Uzun zamandır Türkiye gündemini meşgul eden bir konu.

Cumhurbaşkanı Erdoğan, Türkiye Yüzyılı Anayasası sivil Anayasa, Güçlü Türkiye söylemleriyle neyi kastediyor şimdilik bilemiyoruz ama mevcut cezalar, uygulamalar veya bu görevi yerine getirecek görevlilerin "yetersizim" diye bağırdığını görebiliyoruz çok şükür.

Yasaların uygulanmadığı bir iklimde, eskisinin ne hayrını gördük ki yenisinden umudumuz olsun. Hukukun üstünlüğü ile üstünlerin hukukunun arasında sıkışıp kalmış bir adalet sisteminden nasıl yeni bir anayasa çıkacak merak konusu.

Kevgire dönmüş yasalar, içi boşaltılmış adalet tanımı ile ülkenin milletin derdine derman olunamaz. Yeni bir anayasadan söz edebilmek için, ismi Adalet olan partinin ne kadar adaletli olup olmadığını sorgulaması gerekiyor zannımca.
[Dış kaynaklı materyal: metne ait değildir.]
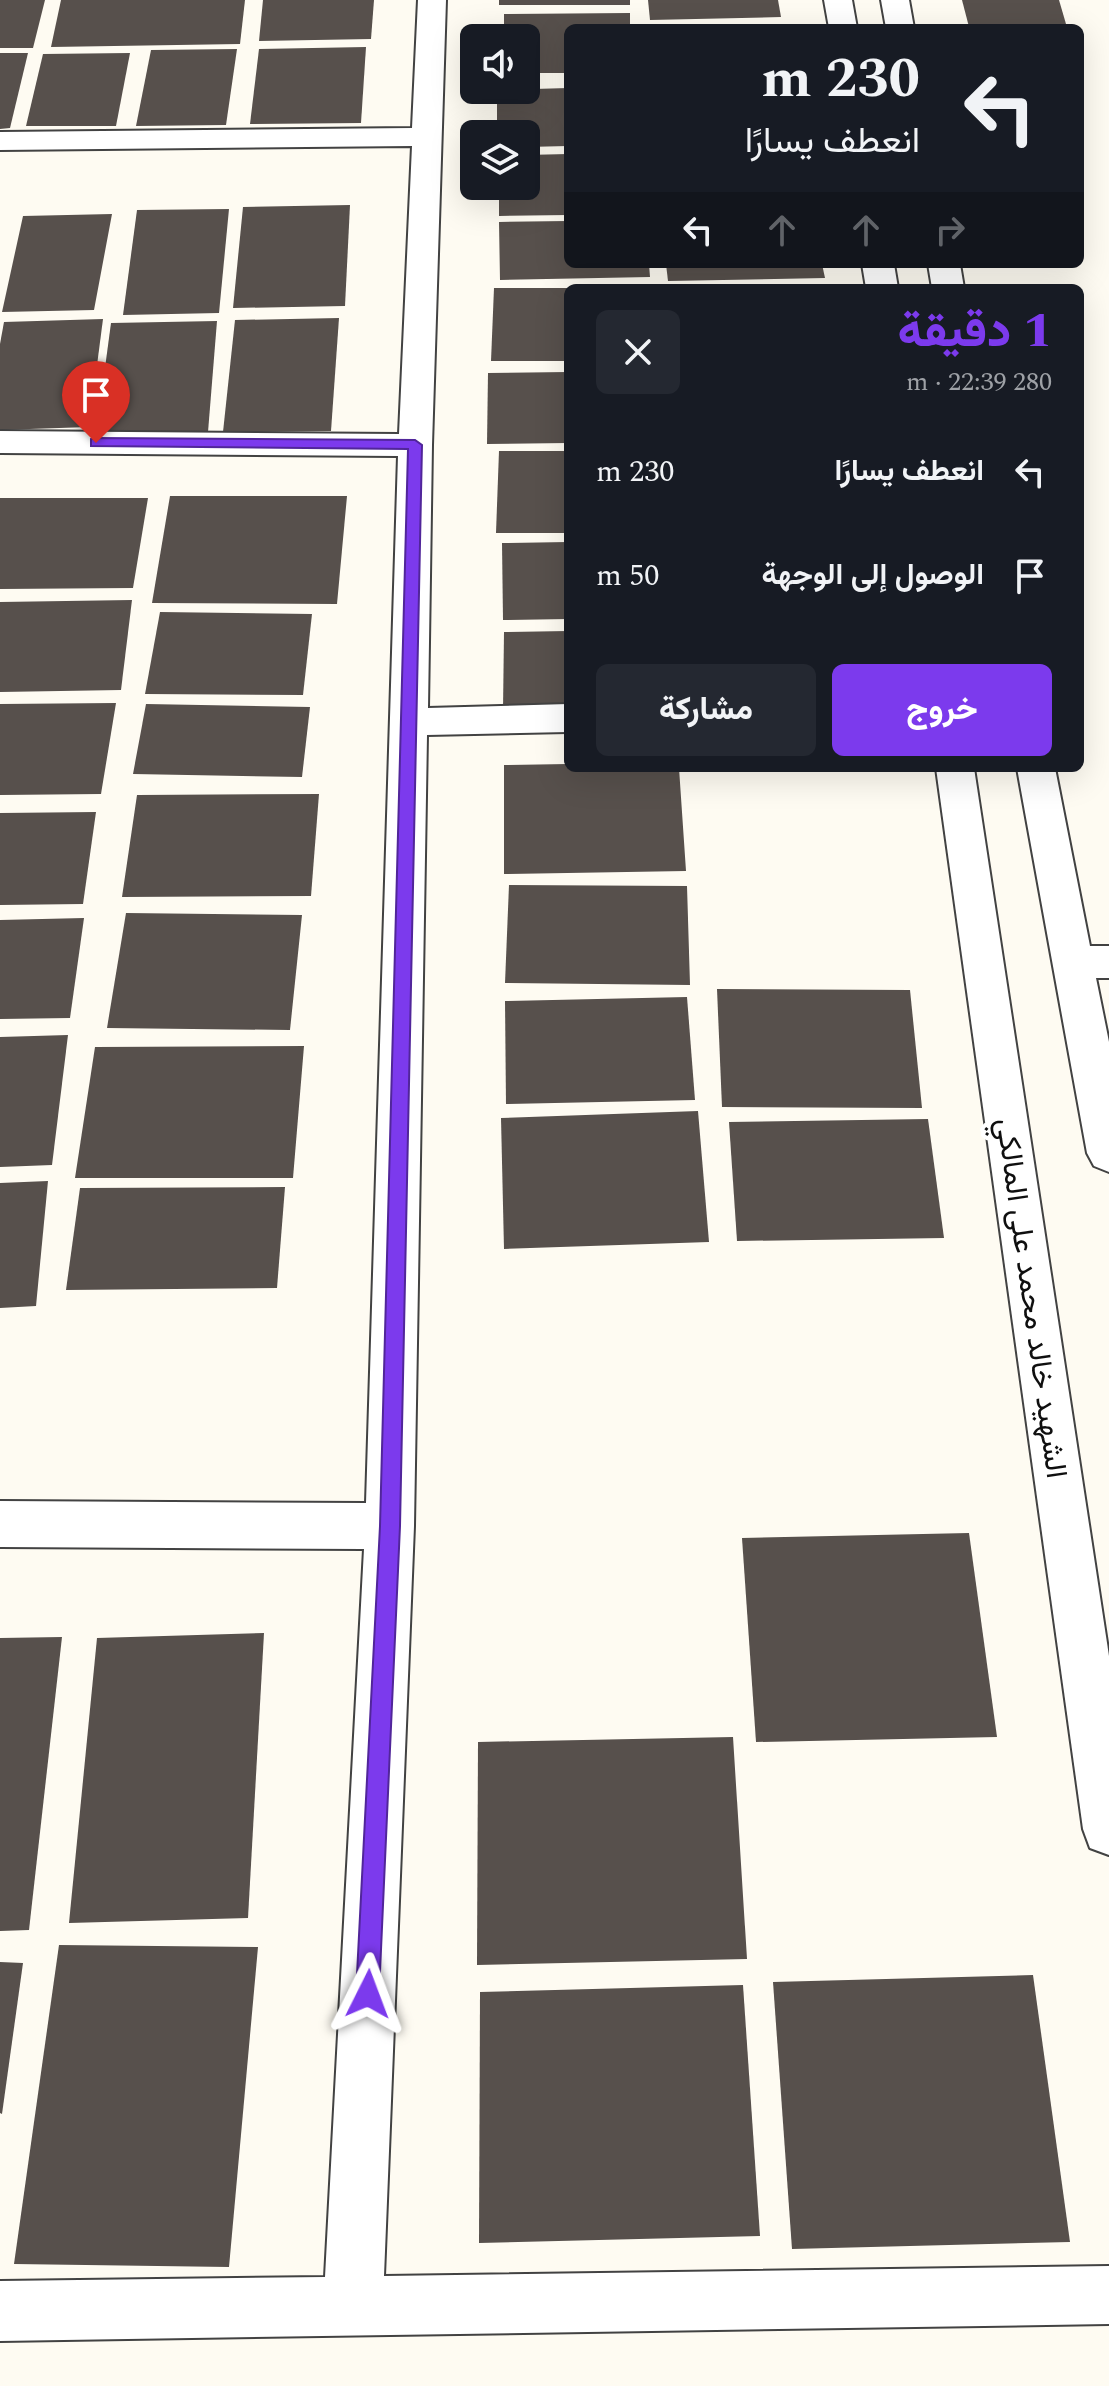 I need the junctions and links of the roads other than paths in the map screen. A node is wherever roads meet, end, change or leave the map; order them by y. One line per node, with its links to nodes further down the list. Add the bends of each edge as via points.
1 (432, 0): 6 (street)
2 (838, 0): 4 (street)
3 (895, 0): 5 (street)
4 (842, 24)
5 (899, 24)
6 (428, 137): 7 (street); 9 (street)
7 (0, 141)
8 (0, 442): 9 (street)
9 (415, 445): 11 (street)
10 (564, 718): 11 (street)
11 (409, 722): 17 (street)
12 (956, 772): 18 (street, الشهيد خالد محمد على المالكي)
13 (1037, 772): 14 (street)
14 (1090, 962): 15 (street)
15 (1109, 1153)
16 (0, 1524): 17 (street)
17 (390, 1526): 20 (street)
18 (1109, 1829)
19 (1109, 2295): 20 (street)
20 (353, 2307): 21 (street)
21 (0, 2311)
Zira 3 Y (Yolsuzluk, Yoksulluk, Yasaklar) ile mücadele diye yola çıkıp hedeflerinizi tutturamadıysanız anayasayı değil kendinizi değiştirmelisiniz. Yasayı çıkaranların uygulamalarındaki keyfiyet sebebiyle ülkede adaletin varlığı sorgulanır hale gelmişken yeni bir anayasaya kim(ler)e veya neye hizmet için ihtiyaç duyulduğu izaha muhtaçtır. Adalet, doğru olanı yapmak yanlış olanı yapmamaktır.

Bir grup zümreyi memnun etmek için adaletin terazisiyle oynamak, yasaları istismar etmek ülkenin en büyük güvenlik sorunudur artık. İnsan düşünmeden edemiyor madem Adalet devletin temelidir o zaman bu temeli sarsan statüsü ne olursa olsun suç işlemiş olmaz mı? Adalet hangi durumda kimler için doğru işliyor nasıl emin olacağız? Mağduriyetlerin olduğu yerde Adaletten söz etmek mümkün mü?

Türkiye Yüzyılına da siyasilerin adaletini konuşmak yakışırdı zaten.